The two stories about Honora Wapshot that were most frequently told in the family concerned her alarm clock and her penmanship. These were not told so much as they were performed, each member of the family taking a part, singing an aria so to speak, while everyone joined in on the Grand Finale like some primitive anticipation of the conventions of nineteenth-century Italian opera. The alarm clock incident belonged to the remote past when Lorenzo had been alive. Lorenzo was determined to appear pious and liked to arrive at Christ Church for morning worship at precisely quarter to eleven. Honora, who may have been genuinely pious but who detested appearances, could never find her gloves or her hat and was always tardy. One Sunday morning Lorenzo, in a rage, led his niece by the hand into the drugstore and bought her an alarm clock. So they went to church. Mr. Briam, Mr. Applegate’s predecessor, had started on an interminable sermon about the chains of St. Paul when the alarm clock went off. Since most of the congregation was asleep they were startled and confused. Honora shook the clock and then proceeded to unwrap it but by the time she got through to the box in which it sat the ringing had stopped. Mr. Briam then picked up the chains of St. Paul and the alarm clock, on repeat, began to ring again. This time Honora pretended that it wasn’t her clock. Sweating freely, she sat beside this impious engine while Mr. Briam went on about the significance of chains until the mechanism had unwound. It was an historic Sunday. The tales about her penmanship centered on a morning when she had written to the local coal dealer protesting his prices and then had written to Mr. Potter to share with him his sorrow over the sudden loss of his sainted wife. She got the letters in the wrong envelopes but since Mr. Potter could read nothing of her letter but the signature he was touched by her thoughtfulness and since Mr. Sumner, the coal dealer, was unable to read the letter of condolence he received he mailed it back to Honora. She had been taught Spencerian penmanship but something redoubtable or coarse in her nature was left unexpressed by this style and the conflict between her passions and the tools given to her left her penmanship illegible.

At about this time Coverly received a letter from his old cousin.

Someone more persevering might have broken the letter down word by word and diagnosed its content but Coverly was not this gifted or patient. He was able to decipher a few facts. A holly tree that grew behind her house had been attacked by rust. She wanted Coverly to return to St. Botolphs and have it sprayed. This was followed by an indecipherable paragraph on the Appleton Bank and Trust Company in Boston. Honora had set up trusts for Coverly and his brother and he supposed she was writing of these. The income enabled Coverly to live much more comfortably than he would have been able to on his government salary and he hoped nothing was wrong here. This was followed by a clear sentence stating that Dr. Lemuel Cameron, director of the Talifer site, had once received a scholarship endowed by Lorenzo Wapshot. She closed with her customary observations on the rainfall, the prevailing winds and the tides.
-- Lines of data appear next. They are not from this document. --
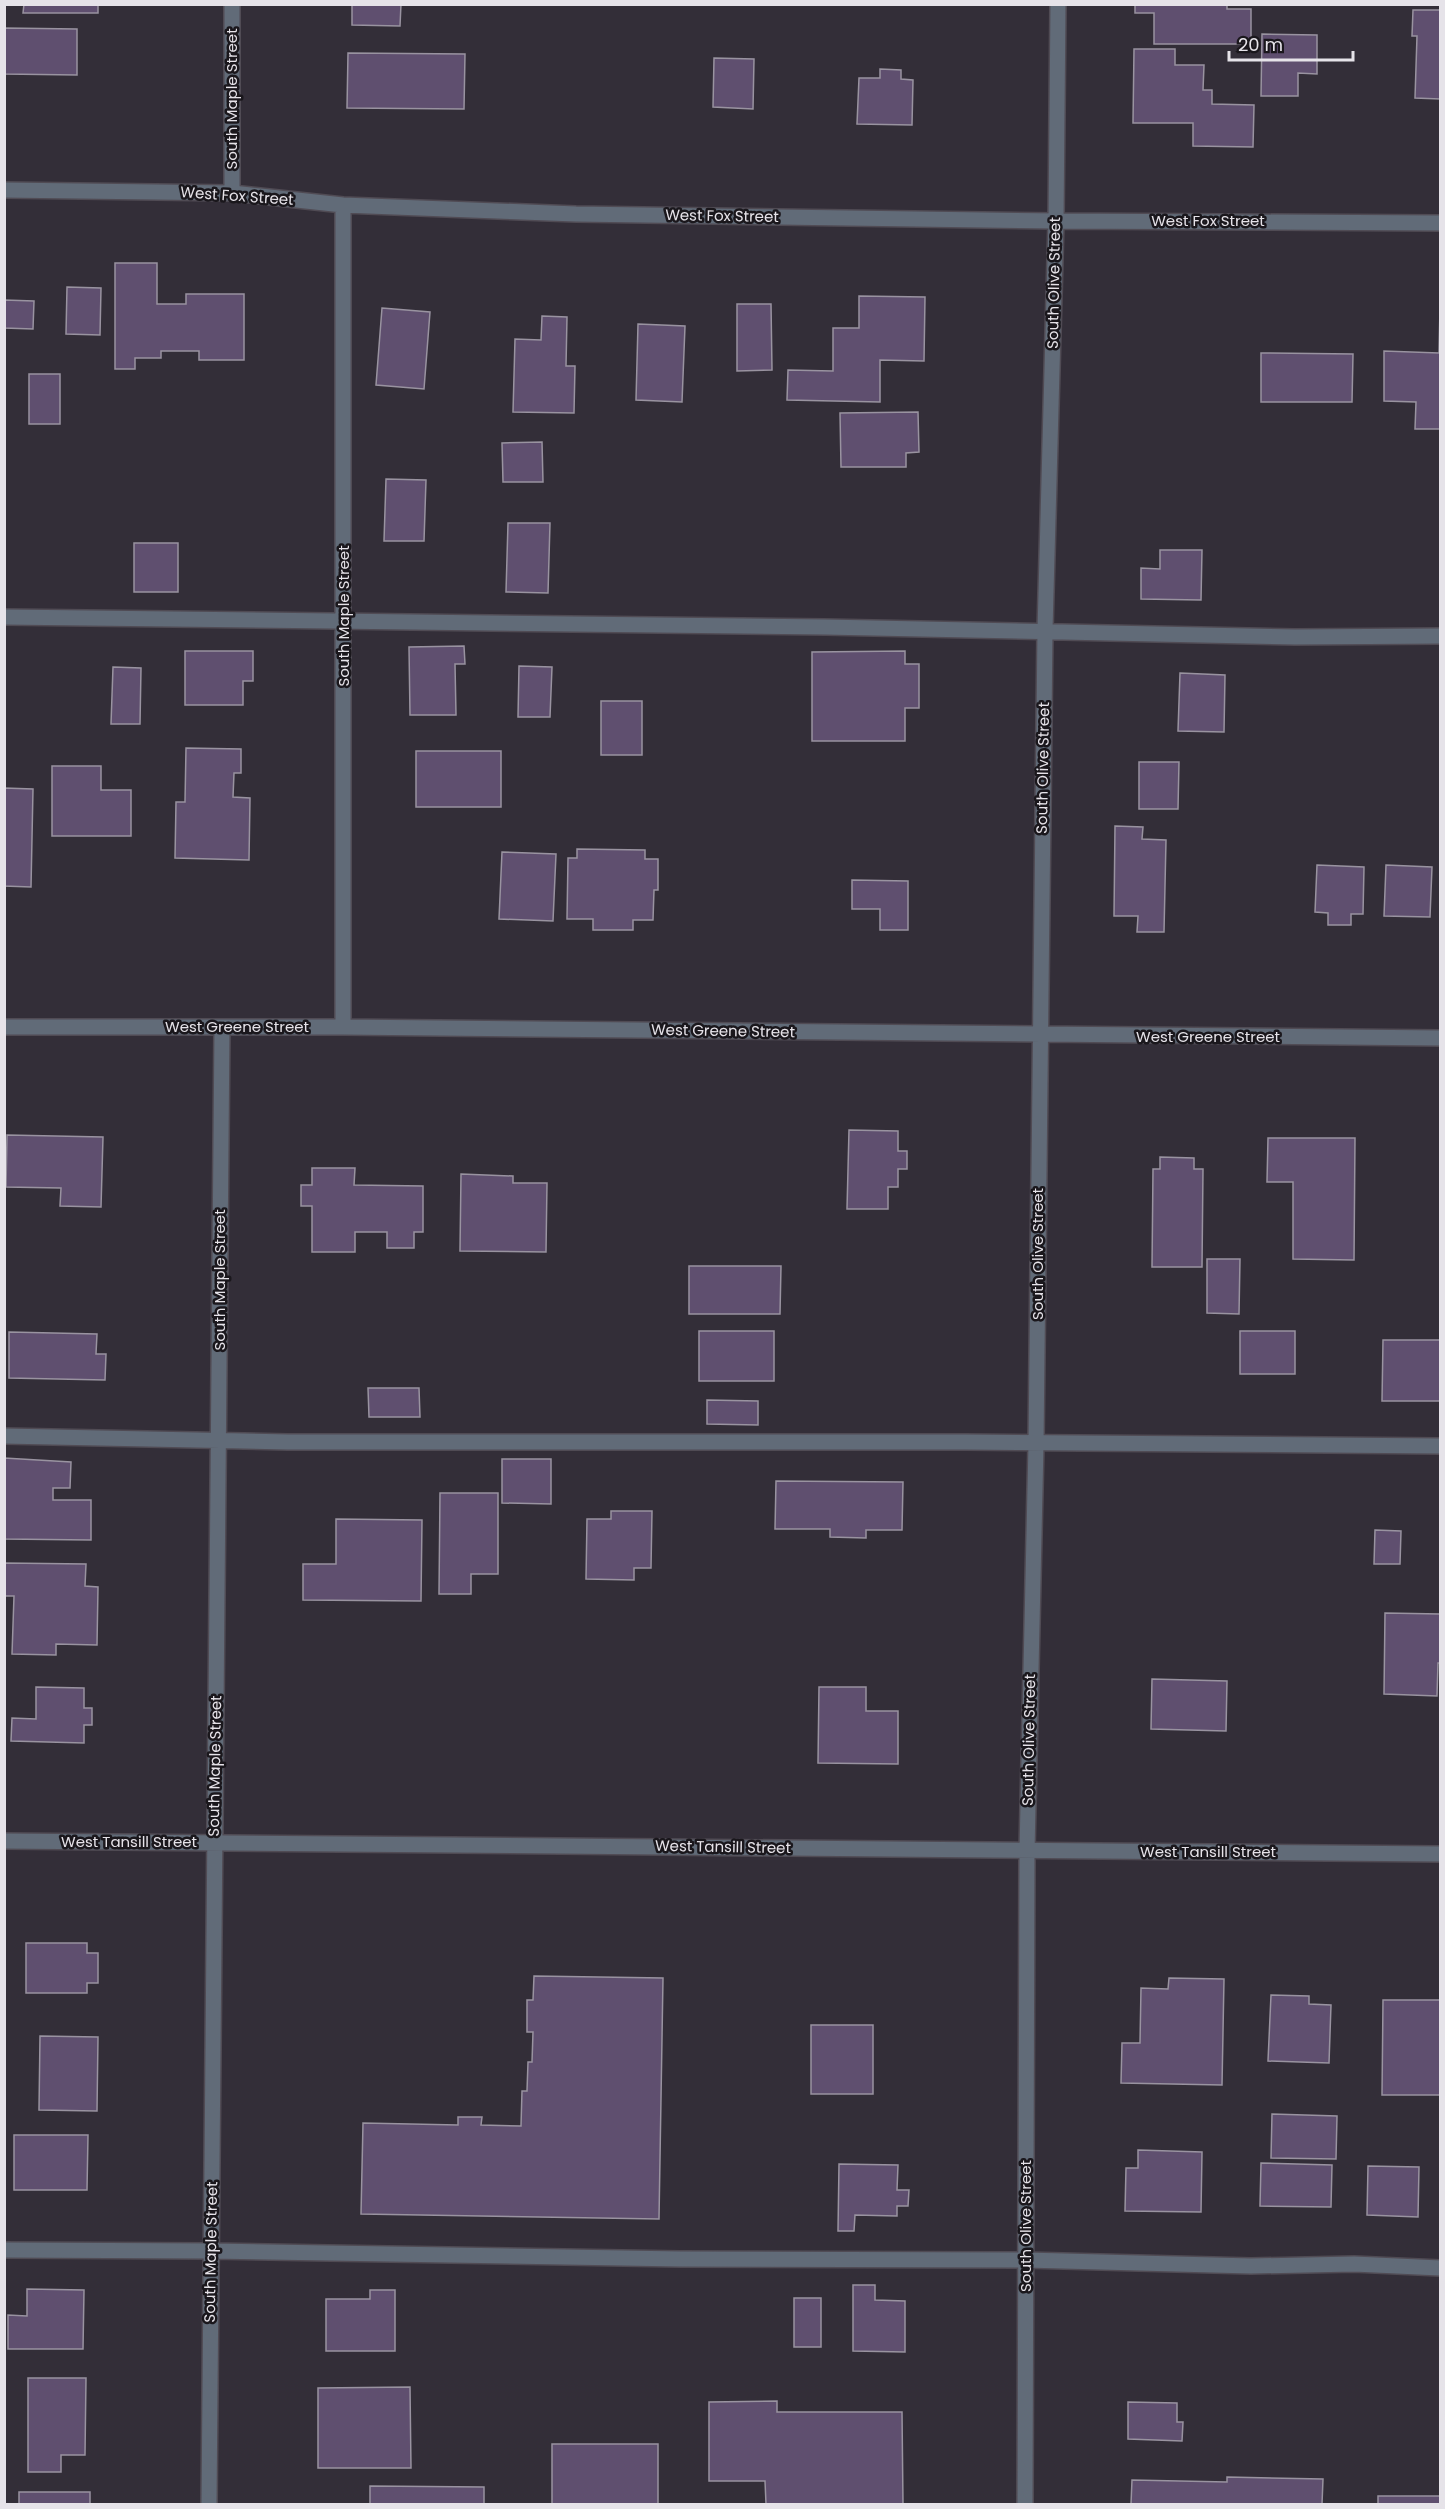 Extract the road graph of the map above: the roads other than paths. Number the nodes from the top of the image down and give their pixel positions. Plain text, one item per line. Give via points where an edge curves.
1 (232, 4) edge
2 (1058, 4) edge
3 (4, 190) edge
4 (231, 193) junction
5 (344, 205) junction
6 (1056, 221) junction
7 (1440, 223) edge
8 (4, 616) edge
9 (345, 622) junction
10 (1045, 630) junction
11 (1440, 636) edge
12 (4, 1027) edge
13 (344, 1027) junction
14 (222, 1028) junction
15 (1040, 1035) junction
16 (1440, 1038) edge
17 (4, 1436) edge
18 (219, 1439) junction
19 (1036, 1444) junction
20 (1440, 1446) edge
21 (4, 1841) edge
22 (214, 1842) junction
23 (1027, 1851) junction
24 (1440, 1854) edge
25 (4, 2250) edge
26 (212, 2251) junction
27 (1026, 2260) junction
28 (1440, 2268) edge
29 (209, 2505) edge
30 (1025, 2505) edge

1 - 4 street, South Maple Street
2 - 6 street, South Olive Street
3 - 4 street, West Fox Street
4 - 5 street, West Fox Street
5 - 6 street, West Fox Street via 576,214
5 - 9 street, South Maple Street
6 - 7 street, West Fox Street
6 - 10 street, South Olive Street
8 - 9 street
9 - 10 street
9 - 13 street, South Maple Street
10 - 11 street
10 - 15 street, South Olive Street
12 - 14 street, West Greene Street
13 - 14 street, West Greene Street
13 - 15 street, West Greene Street
14 - 18 street, South Maple Street
15 - 16 street, West Greene Street
15 - 19 street, South Olive Street
17 - 18 street
18 - 19 street
18 - 22 street, South Maple Street
19 - 20 street
19 - 23 street, South Olive Street
21 - 22 street, West Tansill Street
22 - 23 street, West Tansill Street
22 - 26 street, South Maple Street
23 - 24 street, West Tansill Street
23 - 27 street, South Olive Street
25 - 26 street
26 - 27 street
26 - 29 street, South Maple Street
27 - 28 street
27 - 30 street, South Olive Street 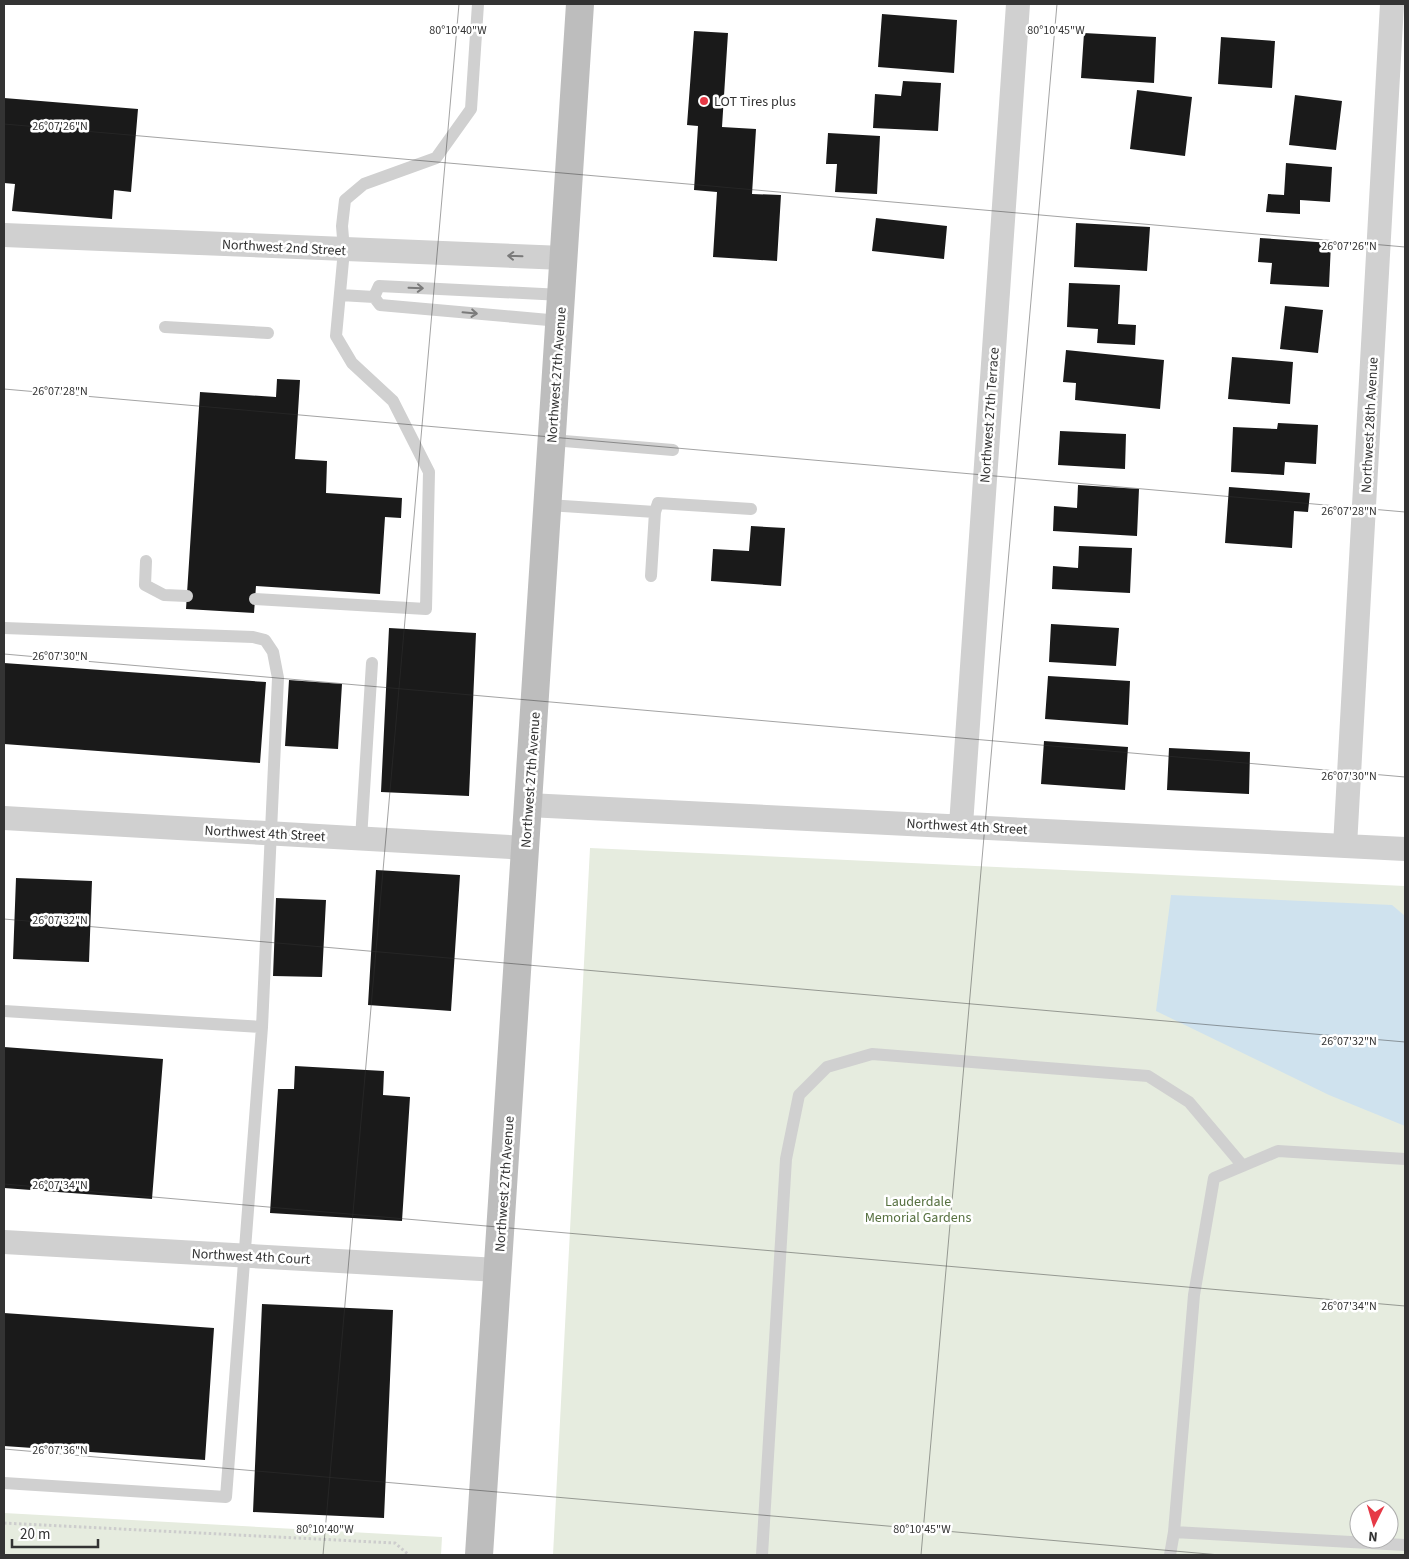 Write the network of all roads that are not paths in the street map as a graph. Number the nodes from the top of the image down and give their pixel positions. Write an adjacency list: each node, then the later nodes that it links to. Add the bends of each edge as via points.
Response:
1 (478, 4): 6 (lane, via 472,109 436,158 364,184 345,200)
2 (580, 4): 7 (street, Northwest 27th Avenue)
3 (1018, 4): 26 (street, Northwest 27th Terrace)
4 (1392, 4): 29 (street, Northwest 28th Avenue)
5 (4, 235): 6 (street, Northwest 2nd Street)
6 (344, 250): 7 (street, Northwest 2nd Street, one-way to 6); 8 (lane)
7 (564, 258): 10 (street, Northwest 27th Avenue)
8 (340, 295): 9 (lane); 21 (lane, via 336,336 352,364 392,401 429,472 426,609)
9 (374, 297): 10 (lane, one-way to 10, via 380,305); 10 (lane, one-way to 10, via 379,286)
10 (561, 308): 13 (street, Northwest 27th Avenue)
11 (165, 327): 12 (lane)
12 (268, 333)
13 (552, 440): 14 (lane); 15 (street, Northwest 27th Avenue)
14 (673, 450)
15 (548, 505): 17 (lane); 24 (street, Northwest 27th Avenue)
16 (751, 508): 17 (lane, via 658,503)
17 (655, 512): 19 (lane)
18 (146, 561): 20 (lane, via 145,585 164,595)
19 (651, 576)
20 (187, 596)
21 (255, 599)
22 (4, 628): 27 (lane, via 265,640 273,652 278,678)
23 (372, 663): 28 (lane)
24 (528, 805): 26 (street, Northwest 4th Street); 30 (street, Northwest 27th Avenue)
25 (4, 818): 27 (street, Northwest 4th Street)
26 (961, 825): 29 (street, Northwest 4th Street)
27 (272, 833): 28 (street, Northwest 4th Street); 33 (lane)
28 (361, 839): 30 (street, Northwest 4th Street)
29 (1345, 846): 31 (street, Northwest 4th Street)
30 (526, 848): 38 (street, Northwest 27th Avenue)
31 (1405, 849)
32 (4, 1011): 33 (lane)
33 (262, 1027): 37 (lane)
34 (1405, 1159): 35 (lane, via 1278,1151)
35 (1243, 1166): 40 (lane, via 1214,1178 1194,1295); 43 (lane, via 1189,1102 1148,1076 872,1054 827,1067 798,1094 786,1159)
36 (4, 1242): 37 (street, Northwest 4th Court)
37 (244, 1256): 38 (street, Northwest 4th Court); 39 (lane, via 226,1496)
38 (498, 1270): 42 (street, Northwest 27th Avenue)
39 (4, 1483)
40 (1174, 1532): 41 (lane); 44 (lane)
41 (1405, 1545)
42 (479, 1555)
43 (762, 1555)
44 (1170, 1555) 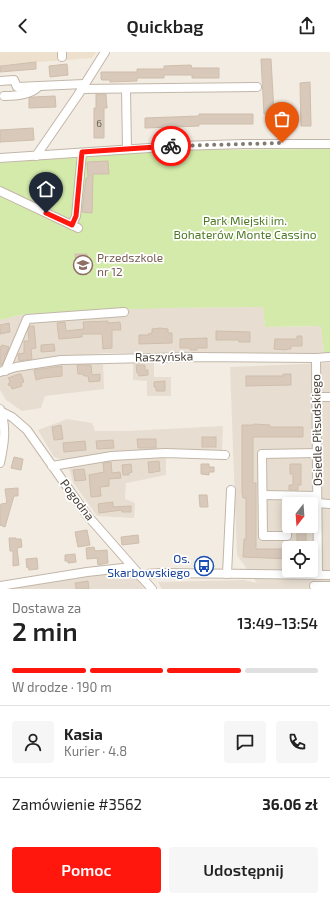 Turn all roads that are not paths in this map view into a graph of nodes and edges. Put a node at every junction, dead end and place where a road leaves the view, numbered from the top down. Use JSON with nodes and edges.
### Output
{"nodes":[{"id":1,"x":105,"y":52,"type":"edge"},
{"id":2,"x":0,"y":81,"type":"edge"},
{"id":3,"x":39,"y":86,"type":"junction"},
{"id":4,"x":83,"y":87,"type":"junction"},
{"id":5,"x":257,"y":87,"type":"dead end"},
{"id":6,"x":126,"y":89,"type":"junction"},
{"id":7,"x":4,"y":96,"type":"dead end"},
{"id":8,"x":330,"y":144,"type":"edge"},
{"id":9,"x":127,"y":149,"type":"junction"},
{"id":10,"x":82,"y":152,"type":"junction"},
{"id":11,"x":36,"y":156,"type":"junction"},
{"id":12,"x":0,"y":158,"type":"edge"},
{"id":13,"x":0,"y":191,"type":"edge"},
{"id":14,"x":124,"y":312,"type":"dead end"},
{"id":15,"x":330,"y":357,"type":"edge"},
{"id":16,"x":316,"y":358,"type":"junction"},
{"id":17,"x":3,"y":371,"type":"edge"},
{"id":18,"x":316,"y":397,"type":"junction"},
{"id":19,"x":330,"y":397,"type":"edge"},
{"id":20,"x":1,"y":410,"type":"edge"},
{"id":21,"x":317,"y":453,"type":"junction"},
{"id":22,"x":225,"y":455,"type":"dead end"},
{"id":23,"x":0,"y":463,"type":"edge"},
{"id":24,"x":52,"y":466,"type":"junction"},
{"id":25,"x":231,"y":490,"type":"dead end"},
{"id":26,"x":263,"y":495,"type":"junction"},
{"id":27,"x":288,"y":496,"type":"junction"},
{"id":28,"x":295,"y":497,"type":"edge"},
{"id":29,"x":317,"y":497,"type":"edge"},
{"id":30,"x":318,"y":500,"type":"edge"},
{"id":31,"x":330,"y":504,"type":"edge"},
{"id":32,"x":132,"y":567,"type":"junction"},
{"id":33,"x":227,"y":574,"type":"junction"},
{"id":34,"x":282,"y":575,"type":"edge"},
{"id":35,"x":318,"y":575,"type":"edge"},
{"id":36,"x":330,"y":575,"type":"edge"},
{"id":37,"x":141,"y":577,"type":"junction"},
{"id":38,"x":1,"y":586,"type":"edge"},
{"id":39,"x":314,"y":586,"type":"dead end"},
{"id":40,"x":330,"y":586,"type":"edge"},
{"id":41,"x":152,"y":589,"type":"edge"}],
"edges":[{"from":1,"to":4,"type":"street"},
{"from":2,"to":3,"type":"street"},
{"from":3,"to":4,"type":"street"},
{"from":3,"to":7,"type":"street"},
{"from":4,"to":6,"type":"street"},
{"from":4,"to":11,"type":"street"},
{"from":5,"to":6,"type":"street"},
{"from":6,"to":9,"type":"street"},
{"from":8,"to":9,"type":"street"},
{"from":9,"to":10,"type":"street"},
{"from":10,"to":11,"type":"street"},
{"from":10,"to":13,"type":"street"},
{"from":11,"to":12,"type":"street"},
{"from":14,"to":17,"type":"street"},
{"from":15,"to":16,"type":"street","name":"Raszyńska"},
{"from":16,"to":17,"type":"street","name":"Raszyńska"},
{"from":16,"to":18,"type":"street","name":"Osiedle Piłsudskiego"},
{"from":18,"to":19,"type":"street"},
{"from":18,"to":21,"type":"street","name":"Osiedle Piłsudskiego"},
{"from":20,"to":23,"type":"street"},
{"from":20,"to":24,"type":"street","name":"Pogodna"},
{"from":21,"to":26,"type":"street"},
{"from":21,"to":29,"type":"street","name":"Osiedle Piłsudskiego"},
{"from":22,"to":24,"type":"street"},
{"from":24,"to":32,"type":"street","name":"Pogodna"},
{"from":25,"to":33,"type":"street"},
{"from":26,"to":27,"type":"street"},
{"from":26,"to":27,"type":"street"},
{"from":27,"to":28,"type":"street"},
{"from":30,"to":31,"type":"street"},
{"from":32,"to":37,"type":"street","name":"Pogodna"},
{"from":32,"to":38,"type":"street"},
{"from":33,"to":34,"type":"street"},
{"from":33,"to":37,"type":"street"},
{"from":35,"to":36,"type":"street"},
{"from":37,"to":41,"type":"street","name":"Pogodna"},
{"from":39,"to":40,"type":"street"}]}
Coverly guessed that her reference to the holly tree meant something very different but he didn’t have the emotional leisure to discover what was at the back of the old woman’s mind. If there was trouble with the Appleton Bank and Trust Company—and his quarterly check was late—there was nothing much he could do. The remark about Dr. Cameron might or might not have been true since Honora often exaggerated Lorenzo’s bounty and had, like any other old woman, a struggle to remember names. The letter arrived at a bad time in his affairs and he forwarded it on to his brother.

Betsey had not rallied from the failure of her cocktail party. She hated Talifer and squarely blamed Coverly for making her live there. She avenged herself by sleeping alone and by not speaking to her husband. She complained loudly to herself about the house, the neighborhood, the kitchen, the weather and the news in the papers. She swore at the mashed potatoes, cursed the pot roast, she damned the pots and pans to hell and spoke obscenely to the frozen apple tarts, but she did not speak to Coverly. Every surface of life—tables, dishes and the body of her husband—seemed to be abrasive facets of a stone that lay in her path. Nothing was right. The sofa hurt her back. She could not sleep in her bed. The lamps were too dim to read by, the knives were too dull to cut butter, the television programs bored her although she watched them faithfully. The greatest of Coverly’s hardships was the breakdown in their sexual relationship. It was the crux, the readiest source of vitality in their marriage, and without this her companionship became painful.